Tuesday June 20, 2017
From an email
Mr. Bolton sang at the open mic with his two sons. My sister and I did, too, and we were better, at least that’s what people said. He taught Physics. I wasn’t any good at physics. My sister was, so sometimes I copied her work from six years prior. He hadn’t changed his lesson plans. I still feel guilty about that sometimes and then I remember how hard I worked on the things I actually cared about it and I let it go. The open mic’s happened a few times a year, and my sister and I would practise for the weeks leading up, choosing songs, sorting harmonies, layering instruments.
Sunday June 18, 2017
They Used To Call Me Snow White…But I Drifted
Good girls wear miniskirts and have their hair teased, that was made clear. We were to smoke and choke and snort and suck and smile smile smile. This isn’t a poem, so don’t worry about it. We were welcomed with a weigh-in and then told that if we gained the normal fifteen whatevers we would be out out out on our bodacious asses. Cassandra even said that she knew a girl who knew a girl who did gain the whatevers and they actually did kick her out and she didn’t get her deposit back or anything.
Saturday June 17, 2017
Phil Stutz and Barry Michels
What’s the point, Milo thinks as he squints at his computer screen.

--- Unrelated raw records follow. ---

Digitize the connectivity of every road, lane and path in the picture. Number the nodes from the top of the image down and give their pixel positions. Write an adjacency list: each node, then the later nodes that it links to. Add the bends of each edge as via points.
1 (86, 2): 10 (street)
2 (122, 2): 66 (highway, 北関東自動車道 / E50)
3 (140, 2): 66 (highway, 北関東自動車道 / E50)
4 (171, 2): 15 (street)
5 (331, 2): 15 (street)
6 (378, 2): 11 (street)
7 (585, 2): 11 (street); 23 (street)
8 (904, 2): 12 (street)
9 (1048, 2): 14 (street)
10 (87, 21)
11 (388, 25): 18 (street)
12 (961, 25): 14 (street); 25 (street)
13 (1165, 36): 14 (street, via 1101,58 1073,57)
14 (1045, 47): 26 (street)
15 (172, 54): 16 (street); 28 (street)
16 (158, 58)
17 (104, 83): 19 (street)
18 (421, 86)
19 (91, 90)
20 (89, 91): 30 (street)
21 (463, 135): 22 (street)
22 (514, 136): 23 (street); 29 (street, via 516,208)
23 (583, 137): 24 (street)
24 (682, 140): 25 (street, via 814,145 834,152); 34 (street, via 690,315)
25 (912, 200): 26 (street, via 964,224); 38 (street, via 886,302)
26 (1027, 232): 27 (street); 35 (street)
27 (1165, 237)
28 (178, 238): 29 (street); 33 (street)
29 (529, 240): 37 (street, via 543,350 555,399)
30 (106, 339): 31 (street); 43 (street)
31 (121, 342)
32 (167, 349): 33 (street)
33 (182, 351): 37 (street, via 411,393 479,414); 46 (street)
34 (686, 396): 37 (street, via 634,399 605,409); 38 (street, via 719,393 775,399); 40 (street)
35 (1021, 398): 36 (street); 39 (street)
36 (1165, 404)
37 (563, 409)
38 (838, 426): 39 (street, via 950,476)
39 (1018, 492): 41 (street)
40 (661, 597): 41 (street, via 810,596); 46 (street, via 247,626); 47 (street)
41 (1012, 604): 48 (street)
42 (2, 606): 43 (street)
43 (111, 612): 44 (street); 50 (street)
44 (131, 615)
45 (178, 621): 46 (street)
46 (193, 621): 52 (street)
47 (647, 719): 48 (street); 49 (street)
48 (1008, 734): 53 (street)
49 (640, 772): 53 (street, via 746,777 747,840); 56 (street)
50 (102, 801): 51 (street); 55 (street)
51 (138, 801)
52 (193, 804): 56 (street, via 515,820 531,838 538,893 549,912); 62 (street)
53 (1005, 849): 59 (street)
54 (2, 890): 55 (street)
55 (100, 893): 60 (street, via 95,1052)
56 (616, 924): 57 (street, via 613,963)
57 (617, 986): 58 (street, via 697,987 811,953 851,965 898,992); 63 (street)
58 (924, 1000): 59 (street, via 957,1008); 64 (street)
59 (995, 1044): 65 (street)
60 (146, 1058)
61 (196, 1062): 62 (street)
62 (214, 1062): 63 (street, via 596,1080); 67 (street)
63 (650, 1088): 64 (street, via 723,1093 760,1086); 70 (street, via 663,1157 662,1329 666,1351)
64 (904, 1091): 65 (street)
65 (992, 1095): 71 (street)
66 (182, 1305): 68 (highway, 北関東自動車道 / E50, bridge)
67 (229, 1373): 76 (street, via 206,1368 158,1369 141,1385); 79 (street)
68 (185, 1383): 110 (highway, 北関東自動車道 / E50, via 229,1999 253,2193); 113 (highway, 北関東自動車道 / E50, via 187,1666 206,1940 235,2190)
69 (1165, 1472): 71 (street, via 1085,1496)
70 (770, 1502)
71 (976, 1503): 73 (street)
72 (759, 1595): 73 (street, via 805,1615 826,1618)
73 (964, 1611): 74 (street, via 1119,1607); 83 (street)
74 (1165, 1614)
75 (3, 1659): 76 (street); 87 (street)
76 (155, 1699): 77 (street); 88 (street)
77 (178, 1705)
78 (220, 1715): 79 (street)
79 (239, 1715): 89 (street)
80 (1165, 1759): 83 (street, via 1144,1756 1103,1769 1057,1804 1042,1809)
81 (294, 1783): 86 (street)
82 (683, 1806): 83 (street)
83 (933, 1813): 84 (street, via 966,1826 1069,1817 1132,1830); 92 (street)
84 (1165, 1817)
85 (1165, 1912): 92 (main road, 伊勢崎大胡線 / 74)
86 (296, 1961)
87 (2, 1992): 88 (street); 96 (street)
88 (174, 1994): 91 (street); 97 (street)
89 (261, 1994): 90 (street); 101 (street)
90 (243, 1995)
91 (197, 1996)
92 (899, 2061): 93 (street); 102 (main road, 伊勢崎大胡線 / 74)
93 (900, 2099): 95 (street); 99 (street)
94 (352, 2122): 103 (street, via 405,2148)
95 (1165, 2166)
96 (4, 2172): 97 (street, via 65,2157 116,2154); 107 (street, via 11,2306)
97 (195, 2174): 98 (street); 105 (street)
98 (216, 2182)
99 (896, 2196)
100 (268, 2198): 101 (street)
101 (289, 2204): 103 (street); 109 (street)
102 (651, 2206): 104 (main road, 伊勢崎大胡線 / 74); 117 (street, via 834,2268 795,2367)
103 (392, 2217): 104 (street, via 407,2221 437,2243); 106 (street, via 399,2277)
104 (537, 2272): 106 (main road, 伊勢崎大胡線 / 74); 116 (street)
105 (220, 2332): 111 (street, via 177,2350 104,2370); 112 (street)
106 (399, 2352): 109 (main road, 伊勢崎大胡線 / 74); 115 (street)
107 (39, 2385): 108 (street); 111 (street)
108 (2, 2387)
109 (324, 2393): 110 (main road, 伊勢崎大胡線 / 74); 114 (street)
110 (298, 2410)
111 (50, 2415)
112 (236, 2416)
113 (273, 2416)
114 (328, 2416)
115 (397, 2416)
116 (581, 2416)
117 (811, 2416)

The usual flood of dark worries is worse today because Justin quit and now he doesn’t even have eye candy. He wonders if the dimensions of his cubicle add to his feelings of claustrophobia. He wonders if he actually called his family back in Denver if the week might start a little brighter. All the numbers on the screen start to blur. Um, Milo thinks. He closes his eyes.
Friday June 16, 2017
La Dolce Vegan
When your mother brings home Steve, the third potential stepfather, you are immediately sceptical of his black goatee and reddish, greying hair. You know that that is not how nature works. Steve is the “assistant manager” (oh-kay) at the mechanic on the corner of First and MacDonald. His brother is the owner. His brother, according to Michelle St. Bernard, is almost a millionaire. Something about good investments, or the stock market, or Atlantic City. You and Tina kick each other under the table as your mother giggles at Steve’s jokes. You get a few of them, and want to laugh because they are not half bad, but you don’t. Out of solidarity with Tina. Out of mourning for your father. Steve says something about the spinach and rice pilaf and your mother says something about Popeye. Tina’s eyes light up.
Sunday June 11, 2017
From an interview with Maia Szalavitz in The Sun
Lonnie tempts herself by placing three chocolate eggs on the coffee table in front of her. No sugar, no dairy, no gluten, no soda, no processed foods, no oil, no nuts. Lots of rice cakes. A few cups of black coffee. Kelly brought chocolate when she came to visit – stale Easter eggs. It’s August. Lonnie wonders if they are starting to melt. She images eating them.
Saturday June 10, 2017
Overheard at Pearson
Takin’ the first flight to Hammerhead and no one’s gonna stop me. When I’m there, I’m gonna find a little shack in the woods by the river. Ever heard of the butterflies down there? Oh yeah, they are yellow and purple and they smell like candy. Pompom told me and Pompom never lies. He’s been down there, right? He’s seen ’em with his own eyes? I never get lonely, right, because I got seven brothers and sisters so I never had a second to myself between the ages of birth and seventeen when I got the heck outta there. Hammerhead’s population? Sixty four. And apparently the woman who runs the post office might be pregnant so that would bring the total population up to sixty five. Oh! And me, of course. Sixty six.
Friday June 9, 2017 at Ideal Coffee
The Globe And Mail
When Maggie feeds her snake, she says a prayer for the mouse. It actually isn’t her snake, it’s Tova’s, but Tova is in Switzerland and Maggie isn’t sure when she’ll be back so as far as she’s concerned the snake now belongs to her. It was actually Tova’s sister’s boyfriend’s snake, but his landlady lost her mind when she found out a snake was in the apartment, so what was Tova’s sister supposed to do? Take the snake. And then Tova’s sister, ever the pacifist, couldn’t get over the feedings so Tova took pity and said she’d take the fucking snake.